Que cache l'installation précipitée des nouvelles provinces en RDC?

 

Depuis le début de la Troisième République, le Congo-Kinshasa est dirigé par une seule famille politique, qui se souvient soudainement vers la fin de ses deux mandats ininterrompus que la Constitution du 18 février 2006 avait prévu de démembrer le pays en 26 provinces.


Par décret du Premier ministre, six commissions viennent à peine d’être constituées, chacune composée de 18 personnes qui vont sillonner les six provinces à démembrer (Bandundu, Équateur, Katanga, Kasaï-Occidental, Kasaï- Oriental et Province orientale) pour faire leur rapport, sans débat, aux Assemblées provinciales concernées qui vont procéder aux élections de gouverneurs provisoires.

«Les travaux de ces commissions, chargées de l’installation de nouvelles provinces de la RDC, ont été lancés samedi 18 avril à Kinshasa. Les membres de ces commissions, nommés lundi dernier par un décret du Premier ministre, ont été présentés au public ce dimanche lors d’une cérémonie présidée par Évariste Boshab, vice-Premier ministre chargé de l’Intérieur et Sécurité.

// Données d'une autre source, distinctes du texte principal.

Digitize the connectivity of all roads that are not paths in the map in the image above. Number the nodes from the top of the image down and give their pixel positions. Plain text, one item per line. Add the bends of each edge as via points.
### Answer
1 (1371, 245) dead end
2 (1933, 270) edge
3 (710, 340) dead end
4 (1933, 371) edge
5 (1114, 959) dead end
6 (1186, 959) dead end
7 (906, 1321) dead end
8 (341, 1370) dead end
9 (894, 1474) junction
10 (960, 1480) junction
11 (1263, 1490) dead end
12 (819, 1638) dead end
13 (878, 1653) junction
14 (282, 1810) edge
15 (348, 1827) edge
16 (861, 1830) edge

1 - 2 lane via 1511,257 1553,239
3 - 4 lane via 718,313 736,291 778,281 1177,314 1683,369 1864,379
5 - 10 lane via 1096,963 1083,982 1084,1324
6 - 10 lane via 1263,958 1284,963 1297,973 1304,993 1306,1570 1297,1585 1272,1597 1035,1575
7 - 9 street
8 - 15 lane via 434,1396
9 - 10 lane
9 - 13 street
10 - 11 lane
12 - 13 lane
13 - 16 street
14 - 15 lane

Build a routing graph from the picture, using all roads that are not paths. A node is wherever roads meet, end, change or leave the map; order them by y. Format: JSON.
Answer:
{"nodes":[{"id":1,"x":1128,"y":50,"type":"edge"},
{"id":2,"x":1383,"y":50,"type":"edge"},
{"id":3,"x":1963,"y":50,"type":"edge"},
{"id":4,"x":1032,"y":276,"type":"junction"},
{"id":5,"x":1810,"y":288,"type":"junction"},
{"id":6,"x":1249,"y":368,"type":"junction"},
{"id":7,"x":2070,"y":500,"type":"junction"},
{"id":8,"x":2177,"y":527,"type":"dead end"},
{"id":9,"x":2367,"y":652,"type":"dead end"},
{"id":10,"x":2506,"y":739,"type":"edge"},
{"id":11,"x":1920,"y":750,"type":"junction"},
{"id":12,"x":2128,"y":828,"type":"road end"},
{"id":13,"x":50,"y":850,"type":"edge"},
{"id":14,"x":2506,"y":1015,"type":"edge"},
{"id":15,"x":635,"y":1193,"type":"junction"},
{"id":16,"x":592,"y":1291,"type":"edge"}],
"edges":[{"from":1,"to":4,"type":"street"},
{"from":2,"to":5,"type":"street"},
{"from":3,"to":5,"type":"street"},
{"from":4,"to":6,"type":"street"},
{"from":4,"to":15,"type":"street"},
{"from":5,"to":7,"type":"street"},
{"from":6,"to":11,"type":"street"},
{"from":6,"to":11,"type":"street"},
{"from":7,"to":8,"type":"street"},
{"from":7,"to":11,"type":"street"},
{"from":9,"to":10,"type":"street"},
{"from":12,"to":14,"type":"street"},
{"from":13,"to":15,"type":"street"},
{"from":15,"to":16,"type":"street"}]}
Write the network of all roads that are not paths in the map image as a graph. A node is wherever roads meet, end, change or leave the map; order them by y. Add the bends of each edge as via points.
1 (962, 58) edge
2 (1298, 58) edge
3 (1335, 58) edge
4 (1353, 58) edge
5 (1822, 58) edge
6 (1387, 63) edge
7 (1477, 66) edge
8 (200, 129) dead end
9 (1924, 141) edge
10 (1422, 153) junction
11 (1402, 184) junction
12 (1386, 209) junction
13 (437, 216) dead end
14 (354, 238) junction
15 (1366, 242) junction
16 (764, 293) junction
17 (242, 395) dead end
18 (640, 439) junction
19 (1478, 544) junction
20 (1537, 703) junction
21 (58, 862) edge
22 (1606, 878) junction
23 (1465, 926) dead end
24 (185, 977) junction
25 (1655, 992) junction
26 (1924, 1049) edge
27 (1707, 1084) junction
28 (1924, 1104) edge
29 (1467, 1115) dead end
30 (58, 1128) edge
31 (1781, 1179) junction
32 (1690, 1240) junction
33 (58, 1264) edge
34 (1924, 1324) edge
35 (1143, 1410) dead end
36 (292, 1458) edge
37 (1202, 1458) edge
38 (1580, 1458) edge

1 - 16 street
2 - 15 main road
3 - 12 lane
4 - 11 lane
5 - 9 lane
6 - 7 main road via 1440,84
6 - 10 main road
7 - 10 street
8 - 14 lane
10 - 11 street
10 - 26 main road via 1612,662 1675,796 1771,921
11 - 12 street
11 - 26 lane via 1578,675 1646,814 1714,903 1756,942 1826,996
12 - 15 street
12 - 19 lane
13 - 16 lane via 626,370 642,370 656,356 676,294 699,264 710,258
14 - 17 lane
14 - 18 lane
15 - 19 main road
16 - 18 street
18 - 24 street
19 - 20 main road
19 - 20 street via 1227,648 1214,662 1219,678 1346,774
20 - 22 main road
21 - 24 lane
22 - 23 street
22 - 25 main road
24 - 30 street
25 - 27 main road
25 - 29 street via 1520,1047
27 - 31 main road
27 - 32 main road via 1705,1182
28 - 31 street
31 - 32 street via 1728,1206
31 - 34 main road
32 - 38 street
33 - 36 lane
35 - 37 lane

Ils sont au total quatre-vingt-dix membres qui forment six commissions d’installation de nouvelles provinces », a rapporté Radio Okapi le 19 avril 2015.

Il nous a donc paru utile de nous demander sur quelle base juridique et avec quels moyens financiers ces provinces vont être installées d’ici le 30 juin 2015.


Base juridique  Comme s’il n’y avait pas de juristes au gouvernement, il est unilatéralement décidé et annoncé au public que les Gouverneurs des nouvelles provinces seront élus par les anciennes Assemblées provinciales.

« D’après le secrétaire général du gouvernement, c’est à partir du 30 juin que les nouvelles provinces devront effectivement entrer en fonction avec de nouveaux gouverneurs qui seront élus par les actuels députés provinciaux arrivés fin mandat », selon Radio Okapi.

 

Même si cela est provisoire comme on a pris l’habitude de le faire au pays des improvisations, aucun juriste sérieux et bien formé ne peut s’abstenir de se demander d’où les Assemblées provinciales actuelles tireront leur légitimité pour élire les nouveaux Gouverneurs des provinces dans lesquelles leurs députés eux-mêmes n’avaient jamais été élus.

Les juristes du gouvernement ont certainement oublié le principe général de Droit, hérité de l’Empire romain et enseigné dans toutes les facultés de Droit du Congo, selon lequel « Nemo plus juris alium transfere potest quam ipse habet », qui signifie « Nul ne peut transférer à autrui plus de droits qu’il n’en a lui-même».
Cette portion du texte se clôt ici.